Check every line of the entries below for "math", and copy the lines that have it.
═══ PROVIDED RECORDS ═══
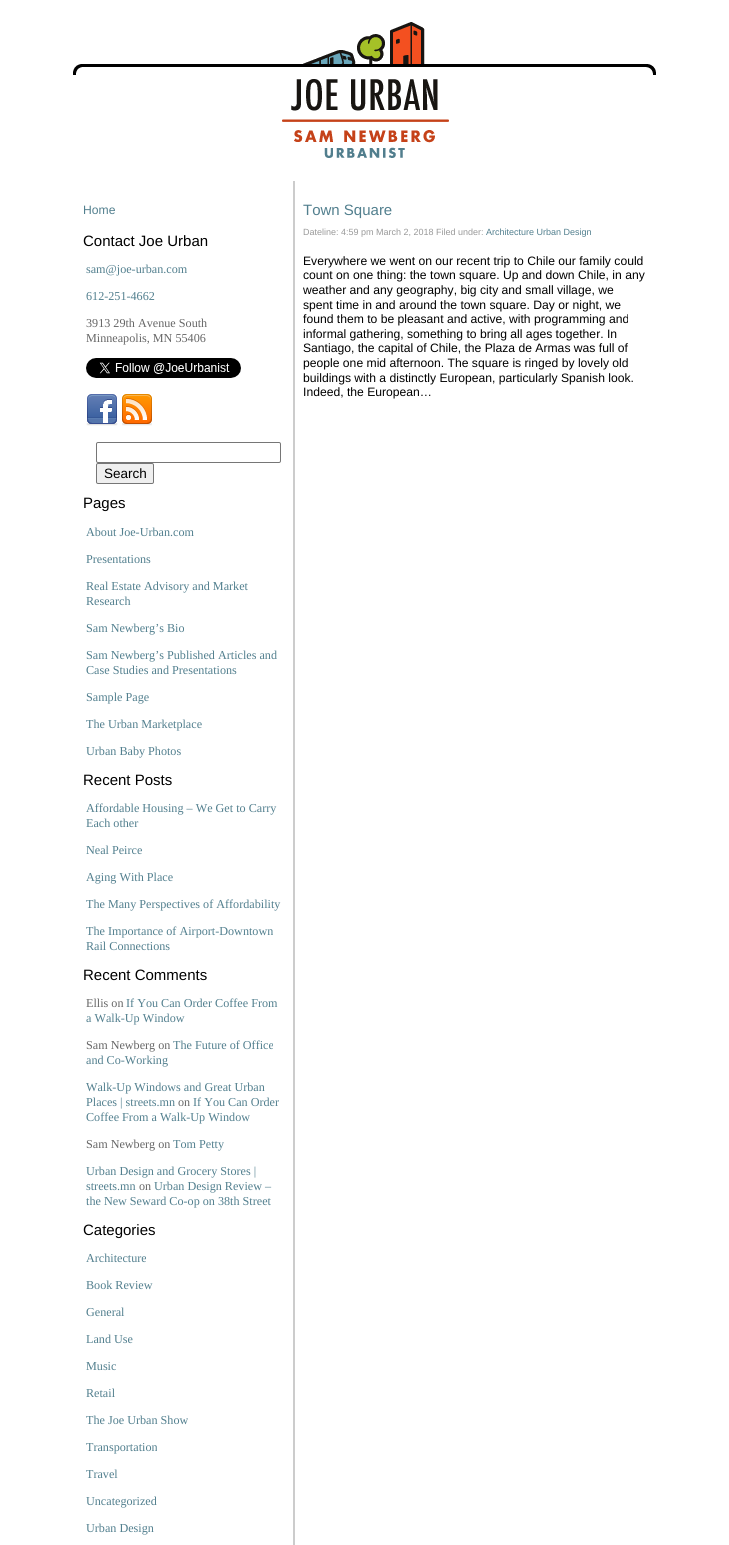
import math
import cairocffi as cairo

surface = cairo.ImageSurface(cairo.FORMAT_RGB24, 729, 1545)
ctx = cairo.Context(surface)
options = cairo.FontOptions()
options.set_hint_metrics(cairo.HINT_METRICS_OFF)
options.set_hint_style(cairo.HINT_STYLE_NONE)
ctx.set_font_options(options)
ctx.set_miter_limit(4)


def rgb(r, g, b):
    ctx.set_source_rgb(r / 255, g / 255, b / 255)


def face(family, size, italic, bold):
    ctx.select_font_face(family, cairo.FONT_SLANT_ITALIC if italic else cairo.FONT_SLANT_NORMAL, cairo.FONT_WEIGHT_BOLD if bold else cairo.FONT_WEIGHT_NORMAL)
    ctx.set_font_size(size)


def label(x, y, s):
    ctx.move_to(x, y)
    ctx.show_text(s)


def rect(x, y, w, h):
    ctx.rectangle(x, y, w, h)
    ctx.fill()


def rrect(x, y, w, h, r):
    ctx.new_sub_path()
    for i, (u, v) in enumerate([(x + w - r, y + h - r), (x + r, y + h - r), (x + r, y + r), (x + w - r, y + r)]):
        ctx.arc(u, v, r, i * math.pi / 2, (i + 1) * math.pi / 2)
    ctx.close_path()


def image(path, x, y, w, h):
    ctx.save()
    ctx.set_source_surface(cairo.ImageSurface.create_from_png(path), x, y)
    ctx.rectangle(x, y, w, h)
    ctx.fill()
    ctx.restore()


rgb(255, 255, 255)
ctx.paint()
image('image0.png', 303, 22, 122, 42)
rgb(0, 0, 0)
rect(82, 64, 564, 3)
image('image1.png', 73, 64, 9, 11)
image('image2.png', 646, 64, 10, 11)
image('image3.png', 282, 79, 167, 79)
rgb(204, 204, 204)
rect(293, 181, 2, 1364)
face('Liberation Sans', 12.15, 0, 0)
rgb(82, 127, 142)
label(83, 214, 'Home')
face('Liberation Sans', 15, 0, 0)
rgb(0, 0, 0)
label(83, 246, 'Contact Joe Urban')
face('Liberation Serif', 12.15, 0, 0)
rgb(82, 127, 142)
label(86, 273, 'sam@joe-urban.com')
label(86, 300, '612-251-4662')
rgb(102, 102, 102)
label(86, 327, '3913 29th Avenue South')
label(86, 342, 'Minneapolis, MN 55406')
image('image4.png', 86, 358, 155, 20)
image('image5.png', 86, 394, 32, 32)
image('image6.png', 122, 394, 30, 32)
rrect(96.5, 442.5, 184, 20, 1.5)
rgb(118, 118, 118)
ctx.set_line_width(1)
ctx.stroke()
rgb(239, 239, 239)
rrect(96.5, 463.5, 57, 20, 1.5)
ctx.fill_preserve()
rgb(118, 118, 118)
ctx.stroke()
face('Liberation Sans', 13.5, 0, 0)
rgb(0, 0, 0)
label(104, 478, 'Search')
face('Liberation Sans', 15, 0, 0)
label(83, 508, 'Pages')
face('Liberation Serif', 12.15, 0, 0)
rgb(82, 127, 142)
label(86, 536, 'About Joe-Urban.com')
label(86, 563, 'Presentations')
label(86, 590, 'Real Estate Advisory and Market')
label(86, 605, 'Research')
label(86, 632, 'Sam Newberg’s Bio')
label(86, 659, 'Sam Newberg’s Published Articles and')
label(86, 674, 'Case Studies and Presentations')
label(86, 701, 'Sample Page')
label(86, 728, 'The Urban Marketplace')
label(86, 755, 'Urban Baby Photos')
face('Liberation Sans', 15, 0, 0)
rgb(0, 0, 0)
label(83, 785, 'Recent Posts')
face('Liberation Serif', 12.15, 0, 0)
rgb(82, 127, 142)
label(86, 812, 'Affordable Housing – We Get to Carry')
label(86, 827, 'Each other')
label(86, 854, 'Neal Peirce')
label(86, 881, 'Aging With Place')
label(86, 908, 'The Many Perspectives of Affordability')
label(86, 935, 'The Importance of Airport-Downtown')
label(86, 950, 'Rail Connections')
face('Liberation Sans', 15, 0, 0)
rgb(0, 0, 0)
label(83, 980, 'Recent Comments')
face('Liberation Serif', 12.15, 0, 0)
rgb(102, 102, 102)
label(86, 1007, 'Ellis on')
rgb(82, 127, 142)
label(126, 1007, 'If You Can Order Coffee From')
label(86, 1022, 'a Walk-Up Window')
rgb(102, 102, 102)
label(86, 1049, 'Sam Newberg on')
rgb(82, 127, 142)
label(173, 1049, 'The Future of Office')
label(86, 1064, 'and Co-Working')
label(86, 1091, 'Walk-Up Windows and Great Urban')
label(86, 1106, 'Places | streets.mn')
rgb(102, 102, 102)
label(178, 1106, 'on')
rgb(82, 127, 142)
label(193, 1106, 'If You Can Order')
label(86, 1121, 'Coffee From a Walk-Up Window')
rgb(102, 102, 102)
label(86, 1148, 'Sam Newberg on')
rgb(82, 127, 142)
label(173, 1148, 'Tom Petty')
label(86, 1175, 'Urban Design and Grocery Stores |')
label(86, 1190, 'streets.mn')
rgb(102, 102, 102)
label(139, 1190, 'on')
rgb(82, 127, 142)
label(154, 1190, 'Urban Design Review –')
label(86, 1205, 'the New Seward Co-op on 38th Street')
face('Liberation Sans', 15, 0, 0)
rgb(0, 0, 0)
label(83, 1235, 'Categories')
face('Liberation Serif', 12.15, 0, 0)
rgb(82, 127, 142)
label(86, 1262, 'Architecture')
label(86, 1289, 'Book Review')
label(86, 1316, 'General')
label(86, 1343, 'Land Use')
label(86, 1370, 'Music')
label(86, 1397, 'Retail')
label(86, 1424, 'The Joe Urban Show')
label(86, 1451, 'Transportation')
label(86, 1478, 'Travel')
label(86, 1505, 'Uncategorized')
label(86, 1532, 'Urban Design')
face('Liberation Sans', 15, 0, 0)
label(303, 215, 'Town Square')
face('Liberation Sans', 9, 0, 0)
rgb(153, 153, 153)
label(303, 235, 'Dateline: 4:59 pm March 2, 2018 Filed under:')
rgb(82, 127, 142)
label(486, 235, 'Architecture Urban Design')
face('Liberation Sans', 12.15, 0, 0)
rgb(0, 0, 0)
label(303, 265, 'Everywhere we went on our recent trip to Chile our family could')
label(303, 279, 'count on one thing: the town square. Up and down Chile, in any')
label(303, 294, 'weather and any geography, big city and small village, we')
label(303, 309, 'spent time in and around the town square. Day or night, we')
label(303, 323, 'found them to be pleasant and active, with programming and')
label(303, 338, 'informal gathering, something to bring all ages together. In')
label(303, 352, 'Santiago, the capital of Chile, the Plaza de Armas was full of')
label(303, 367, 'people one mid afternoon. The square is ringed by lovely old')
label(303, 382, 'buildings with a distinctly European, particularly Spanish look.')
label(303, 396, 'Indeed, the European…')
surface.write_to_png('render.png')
═══
ANSWER AREA –
import math
        ctx.arc(u, v, r, i * math.pi / 2, (i + 1) * math.pi / 2)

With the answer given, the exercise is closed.